No fat ladies
Posted: Tue Mar 18, 2014 2:35 am
According to Who’s Who, Clarissa Dickson Wright’s recreations were ‘hunting, shooting, fishing, food, rugby, men’.
This most extravagant of characters was being uncharacteristically economical, for she could easily have added ‘exploding shibboleths’ to that list.
Though she will be remembered by millions as a TV chef, Miss Dickson Wright, whose death was announced yesterday, was more influential and complex than that plastic term suggests. She was a former lawyer, an alcoholic and a daughter of wealth who plunged into penury through her own profligate faults
Incidentally, she disliked the noun ‘chef’. ‘I am,’ she would say, nostrils flaring, ‘a cook. Chefs are forever stacking and arranging the food. They forget what the food was about in the first place.’
It was a typically no-nonsense, ego-pricking statement. As soon as a dish was out of the oven she slopped it up on a plate and got stuck in. Years of posing by poncy TV chefs went down the drain!
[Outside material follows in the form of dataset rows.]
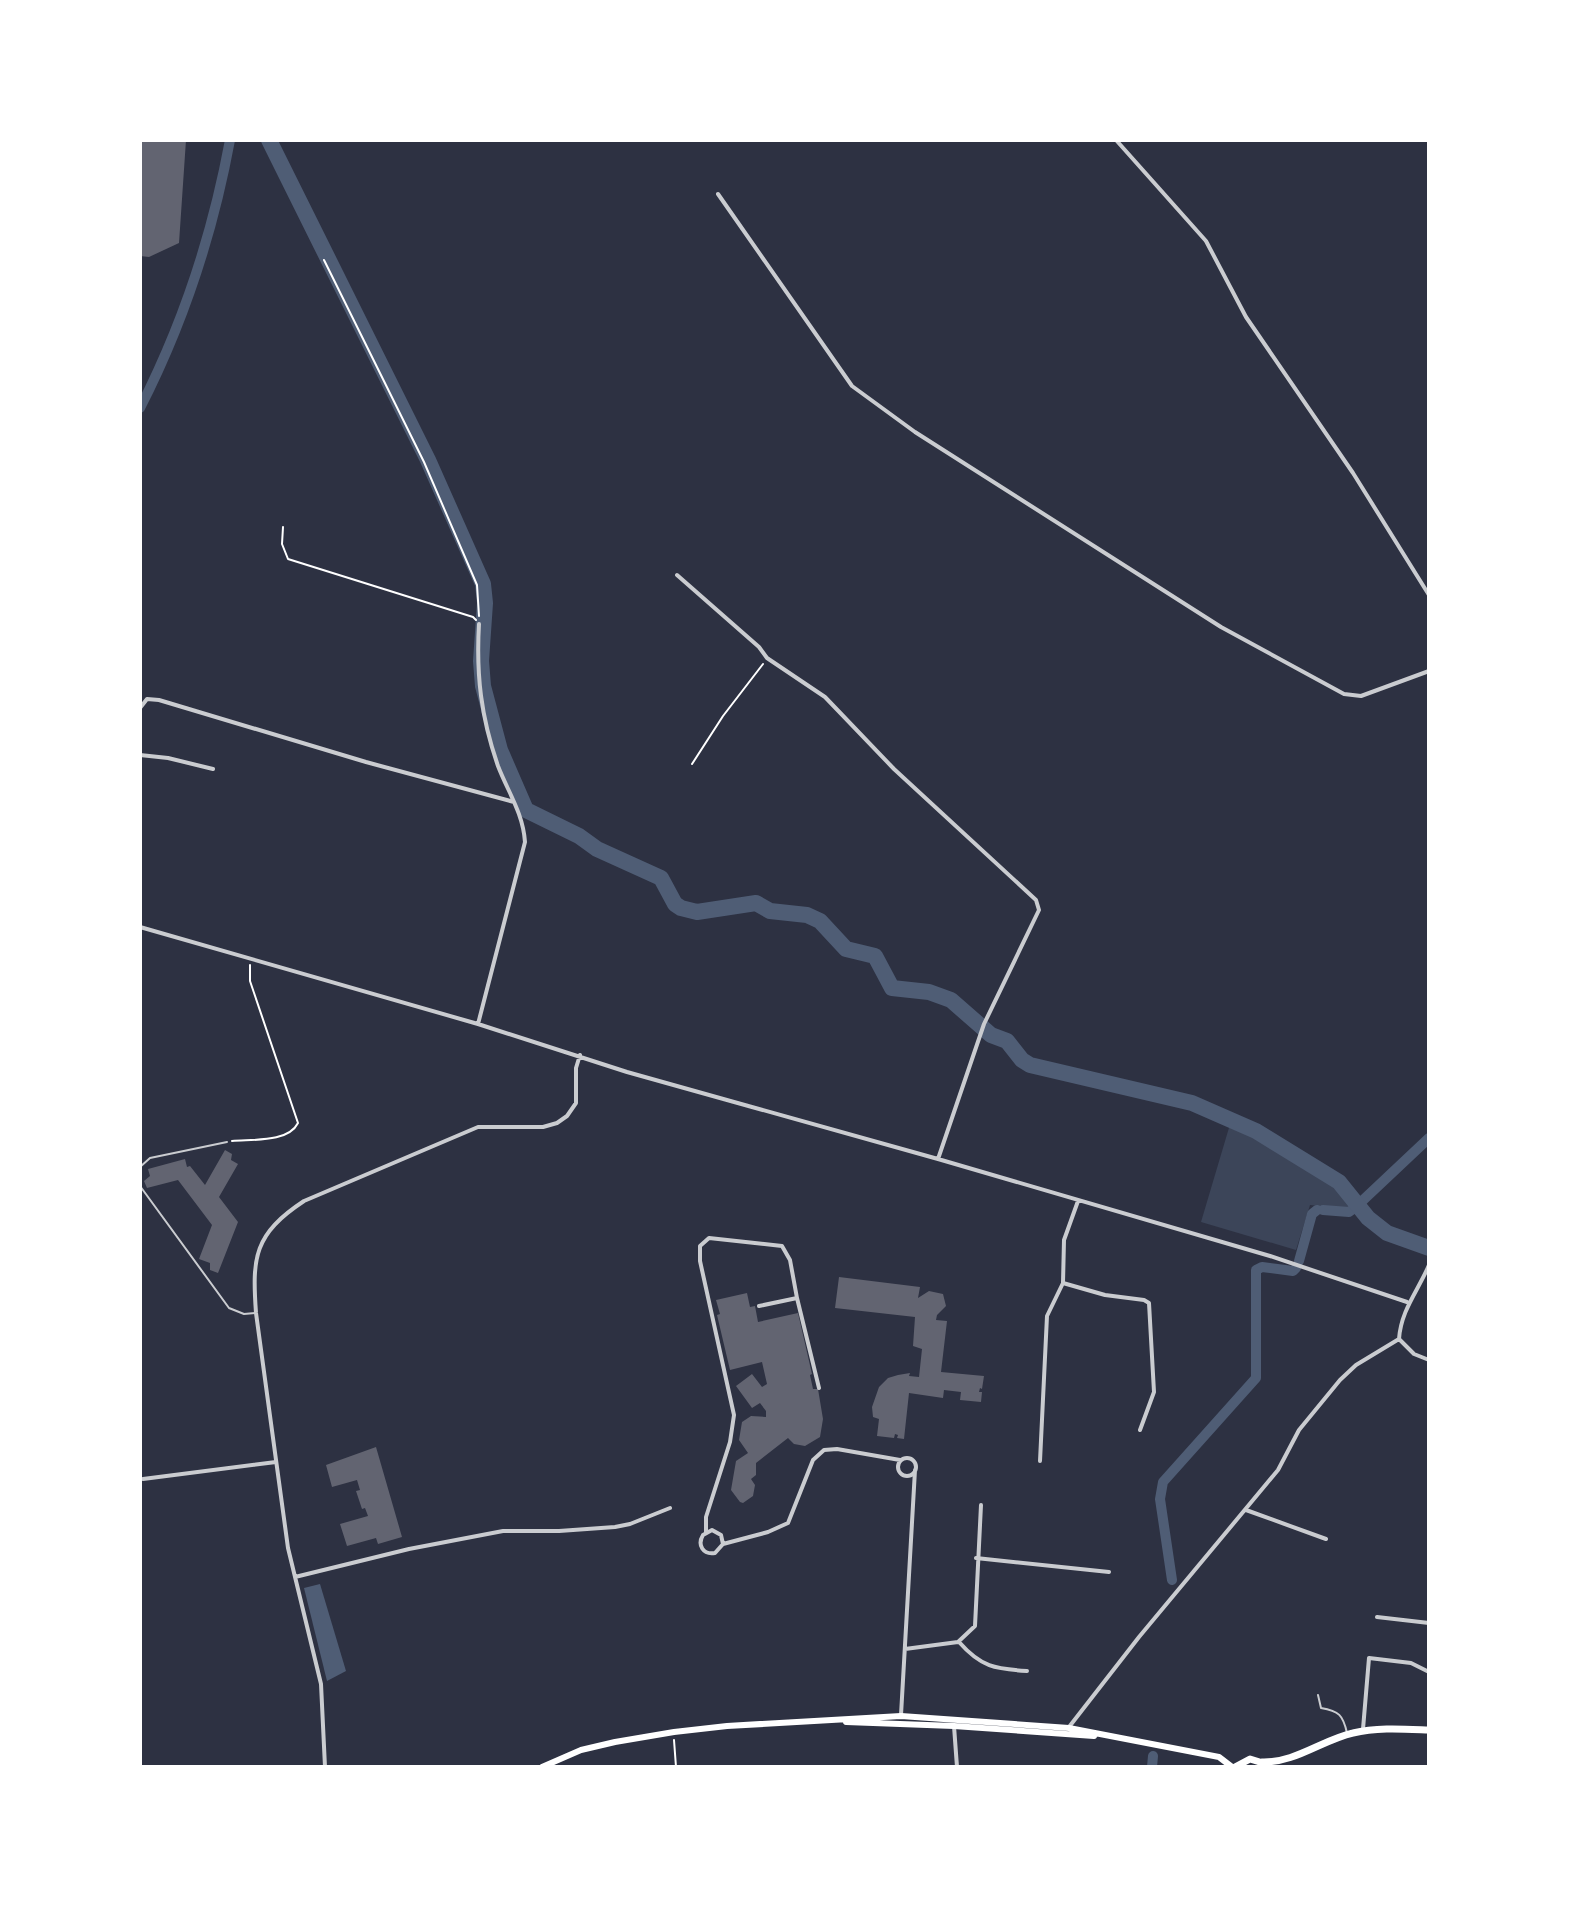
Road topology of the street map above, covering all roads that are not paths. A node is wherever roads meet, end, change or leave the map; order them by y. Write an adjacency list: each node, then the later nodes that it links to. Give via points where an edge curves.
1 (1116, 140): 4 (street, via 1206,241 1246,317)
2 (718, 194): 6 (street, via 852,386 915,432 1227,631 1344,694 1361,696)
3 (677, 575): 15 (street, via 767,658 825,697 894,769 1036,900 1039,910 981,1031)
4 (1429, 595)
5 (479, 624): 10 (street, via 478,687 498,765)
6 (1429, 671)
7 (140, 708): 10 (street, via 147,699 159,700)
8 (140, 755): 9 (street)
9 (213, 769)
10 (514, 802): 12 (street, via 524,821 525,842)
11 (140, 927): 12 (street)
12 (478, 1024): 13 (street)
13 (580, 1055): 15 (street); 24 (street, via 576,1103 557,1123 478,1127 304,1201 280,1218 255,1266)
14 (227, 1142): 16 (lane, via 150,1158)
15 (938, 1159): 18 (street)
16 (140, 1167)
17 (140, 1186): 24 (lane, via 229,1308)
18 (1078, 1201): 20 (street, via 1064,1240); 22 (street, via 1323,1272)
19 (1429, 1265): 22 (street)
20 (1063, 1283): 28 (street, via 1149,1303 1154,1392); 30 (street, via 1047,1316)
21 (797, 1298): 23 (street); 27 (street); 37 (street, via 782,1246 709,1238 700,1246 734,1415)
22 (1407, 1302): 25 (street)
23 (759, 1306)
24 (256, 1313): 31 (street)
25 (1399, 1339): 26 (street); 36 (street, via 1340,1380)
26 (1429, 1360)
27 (819, 1388)
28 (1140, 1430)
29 (900, 1460): 32 (street, via 911,1458); 32 (street, via 897,1468 902,1475); 39 (street, via 824,1450 813,1460 788,1523)
30 (1040, 1461)
31 (276, 1462): 33 (street); 42 (street)
32 (915, 1470): 46 (street)
33 (143, 1479)
34 (981, 1505): 40 (street)
35 (670, 1508): 42 (street, via 615,1527 503,1531)
36 (1245, 1510): 38 (street); 54 (street)
37 (706, 1532): 39 (street, via 718,1532); 39 (street, via 700,1542 707,1553 718,1552)
38 (1326, 1539)
39 (723, 1544)
40 (976, 1558): 41 (street); 45 (street, via 975,1626)
41 (1109, 1572)
42 (295, 1577): 60 (street, via 321,1684)
43 (1377, 1617): 44 (street)
44 (1429, 1623)
45 (958, 1642): 46 (street); 47 (street, via 974,1659 997,1669)
46 (905, 1649): 50 (street)
47 (1027, 1671)
48 (1429, 1672): 56 (street, via 1411,1663 1369,1658)
49 (1318, 1695): 57 (lane, via 1321,1708 1343,1717)
50 (901, 1716): 51 (main road); 52 (street); 54 (main road)
51 (807, 1721): 52 (main road); 61 (main road, via 674,1732 592,1747)
52 (901, 1724): 53 (main road)
53 (954, 1726): 54 (main road); 62 (street)
54 (1067, 1730): 63 (main road, via 1219,1757)
55 (1429, 1730): 56 (main road)
56 (1363, 1731): 57 (main road)
57 (1347, 1734): 58 (main road)
58 (1302, 1753): 59 (main road); 64 (main road)
59 (1265, 1764): 63 (main road, via 1250,1759)
60 (325, 1767)
61 (542, 1767)
62 (957, 1767)
63 (1234, 1767)
64 (1282, 1767)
Clarissa was, in her eventful life, a pheasant plucker, master butcher, author, restaurateur, businesswoman and Lord Rector of Aberdeen University.
She was also a campaigner, particularly for field sports and farmers’ markets. She was the most prominent supporter of the Countryside Alliance, throwing her considerable weight behind rural people’s desire to see off the nanny state and be left to their own devices.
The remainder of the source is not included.